The young man shrugged.
‘Go with the god, then,’ he said, raising a hand in blessing.
Then he squatted by two men sharing a hookah. He had something like a playing card in his hand, and they both looked at it, and then Aranthur was past them.
Aranthur turned and walked south along the First Canal. The way was narrow, and he had to walk his horse, but soon enough he emerged from the tenements. The water in the canal became seawater; the sidewalk, locally called a fondemento, along the canal widened and was made of stone, and he could ride again. He passed a row of palaces as opulent as the tenements had been poor and emerged onto the waterfront, the Fondemento Sudo, which ran all the way along the south shore of the City, pierced by a hundred canals and lined with ships. But as one of the City’s main thoroughfares, it had bridges over all the canals. Aranthur walked and rode along through the afternoon, gawking openly at the huge round ships from distant islands and the plethora of smaller ships: single-masted coasters from Atti across the strait and from the Arnaut ports to the west; a low black galley from Masr; an enormous grain ship built of vyrk bark, from Magua or Ocvouych, far to the south; a trio of heavy merchant ships from Lydia, their sides painted a magnificent vermilion.

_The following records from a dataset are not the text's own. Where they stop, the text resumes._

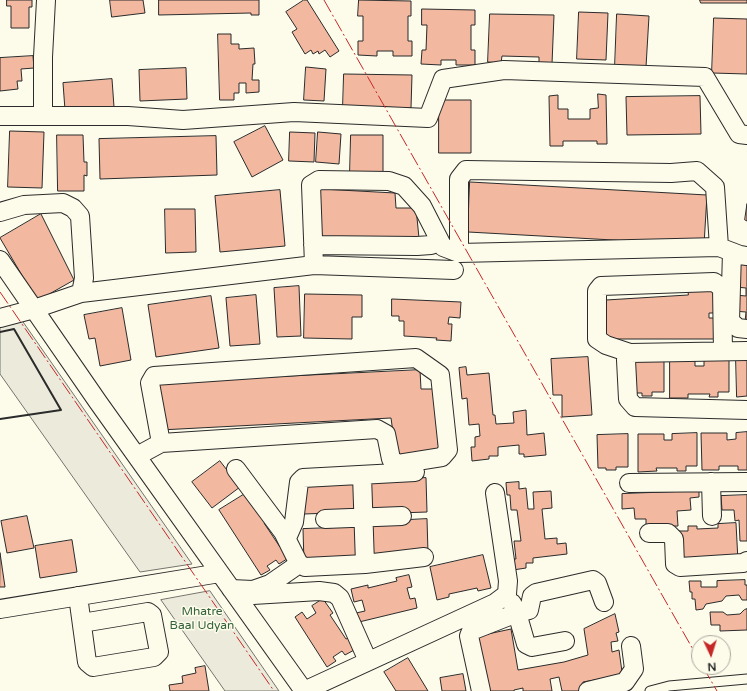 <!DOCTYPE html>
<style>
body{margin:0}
#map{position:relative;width:747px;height:691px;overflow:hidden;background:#fdfbea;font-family:"Varela Round",sans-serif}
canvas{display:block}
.north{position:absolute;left:691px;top:635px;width:40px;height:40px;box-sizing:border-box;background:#fdfbea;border:1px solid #a9a89e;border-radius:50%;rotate:176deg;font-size:11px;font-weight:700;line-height:16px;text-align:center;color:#2b2b2b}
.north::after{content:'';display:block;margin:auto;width:14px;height:18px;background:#c62828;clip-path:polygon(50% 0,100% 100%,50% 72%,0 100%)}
</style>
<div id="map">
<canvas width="747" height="691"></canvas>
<div class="north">N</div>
</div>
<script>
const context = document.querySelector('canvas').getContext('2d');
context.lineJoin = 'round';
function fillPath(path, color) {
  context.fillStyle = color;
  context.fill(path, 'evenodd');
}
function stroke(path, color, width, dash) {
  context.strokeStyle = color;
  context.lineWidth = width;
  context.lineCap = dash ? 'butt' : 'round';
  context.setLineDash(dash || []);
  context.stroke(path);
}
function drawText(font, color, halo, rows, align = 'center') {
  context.font = font + ' "Varela Round",sans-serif';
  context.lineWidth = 3;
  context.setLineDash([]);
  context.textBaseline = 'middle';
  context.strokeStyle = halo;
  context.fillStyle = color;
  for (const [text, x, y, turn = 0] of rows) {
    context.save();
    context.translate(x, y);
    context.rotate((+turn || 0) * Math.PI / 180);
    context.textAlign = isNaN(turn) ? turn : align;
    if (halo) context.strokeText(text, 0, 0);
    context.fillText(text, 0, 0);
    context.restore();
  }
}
const green = new Path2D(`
 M21 319 192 564 140 572 0 374V323Z
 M210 591 279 691H225L161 600Z`);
const building = new Path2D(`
 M7 0H32V7H29V28H11V6H7Z
 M110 0H143L145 13 112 17Z
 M159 0H259V15H251V13L159 15Z
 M304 0H307L339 51 330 57 325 50 319 54 318 51 313 54 311 50 305 54 292 32 297 29 286 12Z
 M359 0 411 1V16H408V41H412V56H393V51H377V56L358 55V41H363V16H358Z
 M700 0H747V3H701Z
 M422 9 475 10V25H471V50H475V65H456V60H441V65L421 64 422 50H426L427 25H422Z
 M579 12 608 13 606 60 577 59Z
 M490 14 554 15 552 64H539V57L502 56 501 63 488 62Z
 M617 14 649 16 646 67 615 66Z
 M714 18 747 19V74L712 73Z
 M218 34H231V44H239V49L254 48 255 64H253L252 80H259V92L246 93V83H239V93H234V100H220Z
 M33 56 34 68 21 69 22 81H17L18 89 0 91V58Z
 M306 67 326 69 324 101 304 100Z
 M186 68 187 99 140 101 139 70Z
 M344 74 412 75 411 108 343 106Z
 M112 79 114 107 65 110 63 83Z
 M598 94 606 95 607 144H597V141H563V146H550L549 96 558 95V109H568V119H590V109L598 108Z
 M700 96 701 134 627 135 626 97Z
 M439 100H471V153H439Z
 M265 126 283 160 252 177 234 142Z
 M10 131 44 132 42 188 8 187Z
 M290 132 315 133 314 162 289 161Z
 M318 132 341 134 339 164 316 162Z
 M57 135H83L84 162H87V176L84 175V191H58Z
 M351 135H383V172H350Z
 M216 136 217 175 100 179 99 139Z
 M470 182 707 195 704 245 468 232Z
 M321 189 395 193 396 208H416L419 238 319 237Z
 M280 190 285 246 220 252 215 196Z
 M747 204V221L745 220Z
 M165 209H195L196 252 166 253Z
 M41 214 74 280 37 301 0 238Z
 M739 264 747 265V322H745L746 312 733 311 735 295 746 296V288L736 287Z
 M299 286 301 336 277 337 274 288Z
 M688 288H714V313H709V318H715L719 339H604L606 300 688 295Z
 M305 294 362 295V317H352V339L304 338Z
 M256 295 260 344 230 346 226 298Z
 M211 296 219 348 156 357 148 305Z
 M392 299 461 302 460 318 449 317 448 324H452L451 341 436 340 437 338 404 336V321H399V316H392Z
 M122 308 131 360 100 366 95 338 89 339 84 315Z
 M588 357 592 415 562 417V395H553L551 359Z
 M736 359H747V396L737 397Z
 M633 360H664V392H652V396H642V393H634Z
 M670 360H695V366H704V360H729V392H718V397H709L710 394H688V398H670Z
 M466 367 467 375 489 373 493 415H495L496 424 514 423 513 412 526 410 527 435 544 433 546 455 524 457V454H519V445L498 447V456H489V459L472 461 471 447H475V437L480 436 479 424 469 425 467 398 462 399 459 368Z
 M420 370 421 389H434L439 453 396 455 391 418 160 430 157 383Z
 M747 432V470H738V466H719V470H702L701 433H727V440L736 439V433Z
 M697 433V466H686V471H677V468H656L657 471 638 472V434H664V440H672V434Z
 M628 434V467H616V470H606V468H598L597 435Z
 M220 461 240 487 212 508 192 482Z
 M356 478 357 512 304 514 302 481Z
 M426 478 427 512 369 514 368 480Z
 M519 482V489L526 488 528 509H534L533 492 551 491 552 508 542 509 545 539 557 538V544L566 543 567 554 533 558V563H526V568L513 570 512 559H516L514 541H521L517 510H511L510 495H507L506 483Z
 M699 491V497L690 498 691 510 677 511 678 526 646 527V519H635L634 508 622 509V494Z
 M248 492 267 522 264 523 280 547 283 546 290 557 279 564 276 560 267 566 270 570 261 575 219 510Z
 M747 495V541H740L739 520 735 521 734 510H722L721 496Z
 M27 516 34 548 7 553 1 521Z
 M427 519 428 553 370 555 369 522Z
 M736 523 738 561 679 564 677 531H688V526H697V529L718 528V524Z
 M360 527 362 561 304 563 303 529Z
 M72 540 77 572 40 578 35 546Z
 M0 553 5 587H0Z
 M483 555 491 588 478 591 477 588 449 594V597L437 600 430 567Z
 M409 575 412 587 407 588 410 599 415 598 417 608 359 622 356 613 365 611 362 600 354 602 351 589 368 585V588L397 581 396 578Z
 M745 580V585H747V600H742L739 595 726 596 722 601 706 604 703 609 696 610 695 599H692V592H690L689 581H701V587H717V581Z
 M323 599 333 613 330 615 346 639 349 638 356 649 345 655 342 651 333 657 336 661 327 667 295 617 302 612 307 619 316 613 312 606Z
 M747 609V630L720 631V625H711L710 612H723L727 615 740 614 744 610Z
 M615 614 619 632 616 633 618 641 611 642 612 652 619 650 623 679 606 678 583 682 584 690 578 691H562L559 677 550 679 552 691H523V688L514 690V691H484L474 637 511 629 518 670 564 662 588 655 584 629Z
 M408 658 428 691H396L384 672Z
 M205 666 209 691H170L169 685 183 683 182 676 196 673 195 668Z
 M463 674 466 691H442L440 678Z`);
const service = new Path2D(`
 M650 691 669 686 747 679`);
const minor = new Path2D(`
 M0 116H128L183 120 294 112 428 118 443 79 504 70 705 77 739 134 747 135
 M43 116V57L46 0
 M0 212 24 205 63 203 73 208 80 216 84 278 81 293
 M313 245 417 246 431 245 440 242
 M732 252 730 321 738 328 747 329
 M459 253V179L466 170 671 173 697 171 715 187 719 247
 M0 260 98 402 304 691
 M314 265 311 185 319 180 389 181 404 186 422 206 443 247 459 253 719 247 740 255 747 256
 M0 318 34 309 81 293 314 265 454 270
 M723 351 722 288 714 282 601 286 597 291V339L606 345 630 353 747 351
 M630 353 626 360 628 399 635 407 747 410
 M137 456 161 443 377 429 386 434 391 459 398 464 442 457 448 450 440 375 416 358 154 376 150 383 161 443
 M362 475 365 564
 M711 482 712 516
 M629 483 747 482
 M325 519 402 516
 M649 533H668L674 539 675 564 680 567 743 563 747 561
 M287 538 294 522 299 482 303 478 415 472
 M299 564 305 567 365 564 424 557
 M231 589 253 590 270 584 299 564 283 532 236 469
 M253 595 319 591 334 593 340 598 368 661
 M78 596 87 662 93 667 154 657 159 652 152 615 148 612 82 623
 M512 603 517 613 526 644 532 647 565 641
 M0 609 220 573
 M304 691 495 603 507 594 508 581 495 493
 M481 691 469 636 471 631 517 613 529 610 532 596 536 593 593 580 597 583 604 602
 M588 691 625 682 634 669 631 646`);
const wall = new Path2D(`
 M0 332 14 329 61 410 0 419`);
const power = new Path2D(`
 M324 0 699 660
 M0 292 274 691
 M703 667 717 691`);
const parkNames = [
 ["Mhatre",202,612],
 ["Baal Udyan",202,626]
];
fillPath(green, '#ecebdb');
stroke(green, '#74746e', 1);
fillPath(building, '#f2b8a0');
stroke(building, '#2b2b2b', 1);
stroke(service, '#2b2b2b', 11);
stroke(minor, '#2b2b2b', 20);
stroke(service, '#fdfbea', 9);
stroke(minor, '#fdfbea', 18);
stroke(wall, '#2b2b2b', 2);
stroke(power, '#c62828', 1, [14, 3, 2, 3]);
drawText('12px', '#34623c', '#fdfbea', parkNames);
</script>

But where the Grand Canal crossed under the Fondemento Sudo, at the Pontos Magnos, was the largest ship he had ever seen – a four-masted round ship as big, it seemed to him, as the whole Academy. It was unloading straight onto the fondemento. And what it was unloading, from a giant crane powered by a hundred longshoremen, was a monster.
The thing screamed like a fiend from the Twelver hell. It was massive – ten times the size and weight of a horse, with massive hind legs covered in green scales and sabre teeth in a long narrow mouth. It hung from a pair of heavy straps around its midsection between its colossal legs, and it did not enjoy the process of being unloaded.